The Minimum Photo Set for Every Job
If your crew documents nothing else, these five moments create the baseline that protects your business:
Before work starts: Whole-site context photos, adjacent properties, access routes, utilities, existing damage, and any areas likely to be disputed later.
Every workday or key milestone: Progress photos tied to daily reports, weather, manpower, equipment, inspections, and deliveries.
Before cover-up: All concealed utilities, framing, reinforcement, waterproofing, MEP routing, structural connections, and any disputed conditions.
When something goes wrong: Wide shots, close-ups, scale references, source of damage, immediate condition, safety controls, and written notice to the responsible party.
At completion: Matching final angles, finished details, clean conditions, punch list items, and handoff records.
Common Questions
What should contractors photograph to protect against liability? Contractors should document pre-construction site conditions, all concealed structural, electrical, plumbing, and HVAC work before it is covered, daily progress at consistent angles, weather events that affect production, and every milestone tied to a payment. Each photo should carry an automatic timestamp and GPS tag.
What makes a construction photo legally defensible? A legally defensible photo is contemporaneous, identifiable by location, tied to daily reports or written notices, and able to show scale. Photos should be organized by project and retrievable quickly. Photos reconstructed after the fact or stored without organization are significantly weaker as evidence.
Can an insurance claim be denied for lack of photos? Yes. Insurance companies frequently deny claims when contractors cannot provide adequate documentation. Without photos showing pre-existing conditions, work progress, or proof of completed work, adjusters often rule a claim unverifiable. Many contractors have faced claim denials simply because they could not produce timestamped photos showing they were not responsible for reported damage.

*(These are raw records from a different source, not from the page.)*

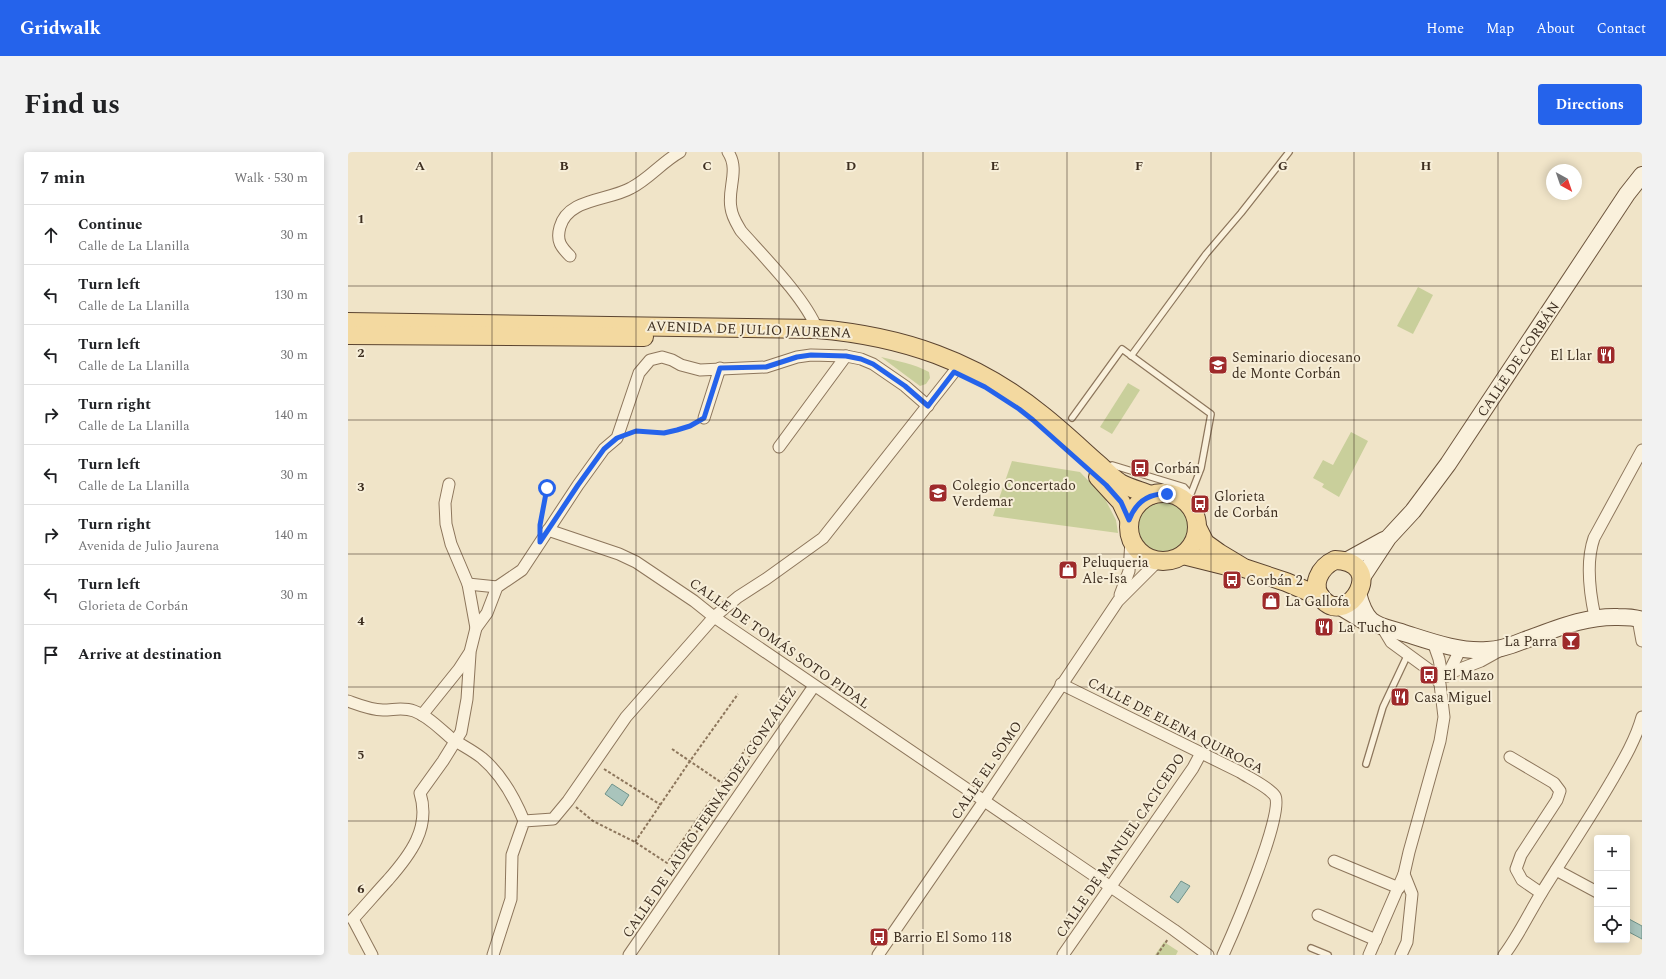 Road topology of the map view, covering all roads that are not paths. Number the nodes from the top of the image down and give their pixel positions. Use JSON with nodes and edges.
{"nodes":[{"id":1,"x":680,"y":152,"type":"edge"},
{"id":2,"x":728,"y":152,"type":"edge"},
{"id":3,"x":1290,"y":152,"type":"edge"},
{"id":4,"x":667,"y":155,"type":"edge"},
{"id":5,"x":1642,"y":174,"type":"edge"},
{"id":6,"x":570,"y":256,"type":"dead end"},
{"id":7,"x":348,"y":322,"type":"edge"},
{"id":8,"x":817,"y":329,"type":"junction"},
{"id":9,"x":348,"y":335,"type":"edge"},
{"id":10,"x":846,"y":356,"type":"junction"},
{"id":11,"x":1131,"y":356,"type":"junction"},
{"id":12,"x":720,"y":368,"type":"junction"},
{"id":13,"x":954,"y":372,"type":"junction"},
{"id":14,"x":928,"y":406,"type":"junction"},
{"id":15,"x":704,"y":418,"type":"road end"},
{"id":16,"x":1072,"y":418,"type":"dead end"},
{"id":17,"x":779,"y":447,"type":"dead end"},
{"id":18,"x":1642,"y":450,"type":"edge"},
{"id":19,"x":1102,"y":468,"type":"junction"},
{"id":20,"x":449,"y":484,"type":"dead end"},
{"id":21,"x":1164,"y":491,"type":"junction"},
{"id":22,"x":1189,"y":499,"type":"junction"},
{"id":23,"x":1129,"y":520,"type":"junction"},
{"id":24,"x":1198,"y":529,"type":"junction"},
{"id":25,"x":548,"y":530,"type":"junction"},
{"id":26,"x":1388,"y":538,"type":"junction"},
{"id":27,"x":1131,"y":541,"type":"junction"},
{"id":28,"x":1183,"y":555,"type":"junction"},
{"id":29,"x":1158,"y":561,"type":"junction"},
{"id":30,"x":1346,"y":562,"type":"junction"},
{"id":31,"x":1244,"y":568,"type":"junction"},
{"id":32,"x":1319,"y":573,"type":"junction"},
{"id":33,"x":1286,"y":582,"type":"junction"},
{"id":34,"x":468,"y":584,"type":"junction"},
{"id":35,"x":1360,"y":586,"type":"junction"},
{"id":36,"x":497,"y":587,"type":"junction"},
{"id":37,"x":1321,"y":598,"type":"junction"},
{"id":38,"x":1118,"y":601,"type":"junction"},
{"id":39,"x":1336,"y":605,"type":"junction"},
{"id":40,"x":714,"y":617,"type":"junction"},
{"id":41,"x":1595,"y":617,"type":"junction"},
{"id":42,"x":1640,"y":620,"type":"edge"},
{"id":43,"x":1377,"y":625,"type":"junction"},
{"id":44,"x":476,"y":628,"type":"junction"},
{"id":45,"x":1642,"y":641,"type":"edge"},
{"id":46,"x":1433,"y":642,"type":"junction"},
{"id":47,"x":1506,"y":647,"type":"junction"},
{"id":48,"x":1462,"y":648,"type":"junction"},
{"id":49,"x":470,"y":652,"type":"junction"},
{"id":50,"x":1408,"y":654,"type":"junction"},
{"id":51,"x":1447,"y":674,"type":"junction"},
{"id":52,"x":1061,"y":684,"type":"junction"},
{"id":53,"x":814,"y":686,"type":"junction"},
{"id":54,"x":1442,"y":696,"type":"junction"},
{"id":55,"x":348,"y":701,"type":"edge"},
{"id":56,"x":422,"y":715,"type":"junction"},
{"id":57,"x":1642,"y":717,"type":"edge"},
{"id":58,"x":455,"y":741,"type":"junction"},
{"id":59,"x":1201,"y":753,"type":"junction"},
{"id":60,"x":1510,"y":757,"type":"dead end"},
{"id":61,"x":1366,"y":764,"type":"dead end"},
{"id":62,"x":984,"y":801,"type":"junction"},
{"id":63,"x":524,"y":821,"type":"junction"},
{"id":64,"x":1334,"y":861,"type":"dead end"},
{"id":65,"x":1556,"y":870,"type":"junction"},
{"id":66,"x":1404,"y":874,"type":"junction"},
{"id":67,"x":1110,"y":886,"type":"junction"},
{"id":68,"x":1399,"y":888,"type":"junction"},
{"id":69,"x":1594,"y":890,"type":"edge"},
{"id":70,"x":1541,"y":893,"type":"junction"},
{"id":71,"x":1318,"y":915,"type":"dead end"},
{"id":72,"x":351,"y":919,"type":"edge"},
{"id":73,"x":1376,"y":940,"type":"junction"},
{"id":74,"x":1311,"y":948,"type":"dead end"},
{"id":75,"x":370,"y":955,"type":"edge"},
{"id":76,"x":493,"y":955,"type":"edge"},
{"id":77,"x":629,"y":955,"type":"edge"},
{"id":78,"x":878,"y":955,"type":"edge"},
{"id":79,"x":1063,"y":955,"type":"edge"},
{"id":80,"x":1208,"y":955,"type":"edge"},
{"id":81,"x":1223,"y":955,"type":"edge"},
{"id":82,"x":1328,"y":955,"type":"edge"},
{"id":83,"x":1369,"y":955,"type":"edge"},
{"id":84,"x":1401,"y":955,"type":"edge"},
{"id":85,"x":1504,"y":955,"type":"edge"}],
"edges":[{"from":1,"to":4,"type":"street"},
{"from":2,"to":8,"type":"street"},
{"from":3,"to":11,"type":"lane"},
{"from":4,"to":6,"type":"street"},
{"from":5,"to":26,"type":"main road","name":"CALLE DE CORBÁN"},
{"from":7,"to":8,"type":"main road","name":"AVENIDA DE JULIO JAURENA"},
{"from":8,"to":19,"type":"main road","name":"AVENIDA DE JULIO JAURENA"},
{"from":9,"to":13,"type":"main road","name":"AVENIDA DE JULIO JAURENA"},
{"from":10,"to":12,"type":"street"},
{"from":10,"to":14,"type":"street"},
{"from":10,"to":17,"type":"street"},
{"from":11,"to":16,"type":"lane"},
{"from":11,"to":22,"type":"lane"},
{"from":12,"to":15,"type":"street"},
{"from":12,"to":25,"type":"street"},
{"from":13,"to":14,"type":"street"},
{"from":13,"to":23,"type":"main road","name":"AVENIDA DE JULIO JAURENA"},
{"from":14,"to":40,"type":"street"},
{"from":18,"to":41,"type":"street"},
{"from":19,"to":21,"type":"lane"},
{"from":19,"to":21,"type":"main road","name":"AVENIDA DE JULIO JAURENA"},
{"from":20,"to":34,"type":"street"},
{"from":21,"to":22,"type":"main road"},
{"from":21,"to":23,"type":"main road"},
{"from":22,"to":24,"type":"main road"},
{"from":23,"to":27,"type":"main road"},
{"from":24,"to":28,"type":"main road"},
{"from":24,"to":31,"type":"main road"},
{"from":25,"to":36,"type":"street"},
{"from":25,"to":40,"type":"street","name":"CALLE DE TOMÁS SOTO PIDAL"},
{"from":26,"to":30,"type":"main road","name":"CALLE DE CORBÁN"},
{"from":26,"to":35,"type":"main road","name":"CALLE DE CORBÁN"},
{"from":27,"to":29,"type":"main road"},
{"from":27,"to":38,"type":"street","name":"CALLE EL SOMO"},
{"from":28,"to":29,"type":"main road"},
{"from":28,"to":31,"type":"main road"},
{"from":29,"to":38,"type":"street","name":"CALLE EL SOMO"},
{"from":30,"to":32,"type":"main road"},
{"from":30,"to":35,"type":"main road"},
{"from":31,"to":33,"type":"main road"},
{"from":32,"to":33,"type":"main road"},
{"from":32,"to":37,"type":"main road"},
{"from":33,"to":37,"type":"main road"},
{"from":34,"to":36,"type":"street"},
{"from":34,"to":44,"type":"street"},
{"from":35,"to":39,"type":"main road"},
{"from":35,"to":43,"type":"main road"},
{"from":36,"to":44,"type":"street"},
{"from":37,"to":39,"type":"main road"},
{"from":38,"to":52,"type":"street","name":"CALLE EL SOMO"},
{"from":39,"to":43,"type":"main road"},
{"from":40,"to":53,"type":"street","name":"CALLE DE TOMÁS SOTO PIDAL"},
{"from":40,"to":63,"type":"street"},
{"from":41,"to":42,"type":"main road"},
{"from":41,"to":47,"type":"main road"},
{"from":42,"to":45,"type":"street"},
{"from":43,"to":46,"type":"main road"},
{"from":43,"to":50,"type":"street"},
{"from":44,"to":49,"type":"street"},
{"from":46,"to":48,"type":"main road"},
{"from":46,"to":51,"type":"street"},
{"from":47,"to":48,"type":"main road"},
{"from":47,"to":51,"type":"street"},
{"from":48,"to":51,"type":"street"},
{"from":49,"to":56,"type":"street"},
{"from":49,"to":58,"type":"street"},
{"from":50,"to":54,"type":"street"},
{"from":50,"to":61,"type":"lane"},
{"from":51,"to":54,"type":"street"},
{"from":52,"to":59,"type":"street","name":"CALLE DE ELENA QUIROGA"},
{"from":52,"to":62,"type":"street","name":"CALLE EL SOMO"},
{"from":53,"to":62,"type":"street","name":"CALLE DE TOMÁS SOTO PIDAL"},
{"from":53,"to":77,"type":"street","name":"CALLE DE LAURO FERNÁNDEZ GONZÁLEZ"},
{"from":54,"to":66,"type":"street"},
{"from":55,"to":56,"type":"street"},
{"from":56,"to":58,"type":"street"},
{"from":57,"to":65,"type":"street"},
{"from":58,"to":63,"type":"street"},
{"from":58,"to":72,"type":"street"},
{"from":59,"to":67,"type":"street","name":"CALLE DE MANUEL CACICEDO"},
{"from":59,"to":81,"type":"street","name":"CALLE DE ELENA QUIROGA"},
{"from":60,"to":70,"type":"street"},
{"from":62,"to":67,"type":"street","name":"CALLE DE TOMÁS SOTO PIDAL"},
{"from":62,"to":78,"type":"street","name":"CALLE EL SOMO"},
{"from":63,"to":76,"type":"street"},
{"from":64,"to":68,"type":"street"},
{"from":65,"to":69,"type":"street"},
{"from":65,"to":70,"type":"street"},
{"from":66,"to":68,"type":"street"},
{"from":66,"to":84,"type":"street"},
{"from":67,"to":79,"type":"street","name":"CALLE DE MANUEL CACICEDO"},
{"from":67,"to":80,"type":"street","name":"CALLE DE TOMÁS SOTO PIDAL"},
{"from":68,"to":73,"type":"street"},
{"from":70,"to":85,"type":"street"},
{"from":71,"to":73,"type":"street"},
{"from":72,"to":75,"type":"street"},
{"from":73,"to":83,"type":"street"},
{"from":74,"to":82,"type":"lane"}]}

How long should contractors keep job site photos? Keep everything. Construction claims can surface years after a project is complete. For structural work, major renovations, or commercial projects, hold photos for at least seven to ten years. Some states have construction defect statutes that extend up to ten years. Storage is cheap. Deleting documentation to save space creates avoidable legal and financial exposure.

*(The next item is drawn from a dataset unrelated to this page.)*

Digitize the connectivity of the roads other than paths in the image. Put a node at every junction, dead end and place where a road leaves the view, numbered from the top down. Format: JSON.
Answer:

What is the best way to organize job site photos? Organize photos by project, then by phase or trade. Use a consistent naming convention that includes the project name, date, and subject. Store everything in software with automatic backup that the whole team can access, not in personal camera rolls, text threads, or email attachments.
What construction photo documentation software do contractors use? Contractors use purpose-built tools like CompanyCam that automatically timestamp and GPS-tag every photo, organize images by project, support annotations and checklists, and store everything in the cloud in real time. Unlike general storage tools, these platforms connect photos directly to project workflows so documentation happens as part of the job, not as a separate task.